Rini complained of stomach pain, and was taken to Cincinnati Children’s Hospital, Glassman said.

There, he declined to be fingerprinted, but did provide a DNA swab for testing, according to Glassman.

He repeatedly lied to federal authorities about who he was — until he was confronted with the DNA results, Glassman said.

Rini admitted he knew so much about the missing boy from watching a segment about him on ABC’s 20/20, the U.S. attorney added. He also told authorities that he wanted to get away from his own family — and that he wished he had a dad like Pitzen’s. If he had really gone missing, Rini claimed, his father would just keep drinking.
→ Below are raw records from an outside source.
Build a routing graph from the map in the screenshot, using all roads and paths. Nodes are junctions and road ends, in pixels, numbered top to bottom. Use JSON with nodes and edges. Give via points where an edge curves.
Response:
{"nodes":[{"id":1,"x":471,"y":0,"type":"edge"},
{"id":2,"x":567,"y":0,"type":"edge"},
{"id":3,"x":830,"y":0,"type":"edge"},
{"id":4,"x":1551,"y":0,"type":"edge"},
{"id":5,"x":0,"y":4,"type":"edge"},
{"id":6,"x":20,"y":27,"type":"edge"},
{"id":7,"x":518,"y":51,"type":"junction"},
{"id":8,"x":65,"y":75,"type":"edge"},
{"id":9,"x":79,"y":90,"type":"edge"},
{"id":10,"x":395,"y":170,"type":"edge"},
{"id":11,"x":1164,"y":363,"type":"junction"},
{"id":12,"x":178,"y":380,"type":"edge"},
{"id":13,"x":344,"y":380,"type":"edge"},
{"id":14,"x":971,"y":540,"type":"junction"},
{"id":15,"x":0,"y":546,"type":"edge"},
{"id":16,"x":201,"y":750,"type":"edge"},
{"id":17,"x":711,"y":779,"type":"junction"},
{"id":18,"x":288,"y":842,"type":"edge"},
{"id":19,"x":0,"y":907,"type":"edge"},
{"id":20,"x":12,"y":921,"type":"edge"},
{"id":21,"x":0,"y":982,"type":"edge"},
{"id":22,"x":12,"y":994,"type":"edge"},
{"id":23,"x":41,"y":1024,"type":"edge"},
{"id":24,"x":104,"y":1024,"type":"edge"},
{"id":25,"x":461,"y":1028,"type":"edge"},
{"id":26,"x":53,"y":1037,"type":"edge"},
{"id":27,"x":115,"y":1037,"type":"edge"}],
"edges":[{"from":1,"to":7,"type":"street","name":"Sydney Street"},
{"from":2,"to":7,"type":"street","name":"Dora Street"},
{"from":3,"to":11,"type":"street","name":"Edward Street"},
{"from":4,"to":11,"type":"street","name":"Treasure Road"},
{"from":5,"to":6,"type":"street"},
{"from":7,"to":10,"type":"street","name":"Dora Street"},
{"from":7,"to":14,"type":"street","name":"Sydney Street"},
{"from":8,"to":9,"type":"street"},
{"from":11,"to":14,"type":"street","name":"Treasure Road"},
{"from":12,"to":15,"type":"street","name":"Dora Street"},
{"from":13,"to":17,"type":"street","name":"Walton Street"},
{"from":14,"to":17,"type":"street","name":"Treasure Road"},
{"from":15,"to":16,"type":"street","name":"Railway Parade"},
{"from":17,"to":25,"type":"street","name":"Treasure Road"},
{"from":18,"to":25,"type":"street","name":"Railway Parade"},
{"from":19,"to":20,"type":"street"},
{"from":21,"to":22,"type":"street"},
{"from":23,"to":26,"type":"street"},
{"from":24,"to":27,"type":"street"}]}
Glassman said that authorities did not know for sure Rini was faking his story until they received the DNA match — but “there were suspicions relatively early if for no other reason than he declined to be fingerprinted.”

Rini had twice previously portrayed himself as a juvenile sex trafficking victim — and his tale was only debunked when he was fingerprinted, according to the complaint.

Rini will reappear for a detention hearing on Tuesday, and he could face up to eight years in federal prison, according to Glassman.

Pitzen has been missing since 2011, when his mother, Amy Fry-Pitzen, picked him up from school in Aurora, Ill., and took him to a zoo and a Wisconsin water park.

She was found dead days later with her wrists slit in an apparent suicide in an Illinois hotel room.

Rini has previously been in trouble with police in Medina, and has a record dating back to 2013, according to local station Cleveland 19.

Just last month, he was released from the Belmont Correctional Institution, where he was serving time for burglary and vandalism, the outlet reported.

He has a long history of mental illness — and has “been doing stupid stuff as long as I can remember,” his brother Jonathon Rini told the station.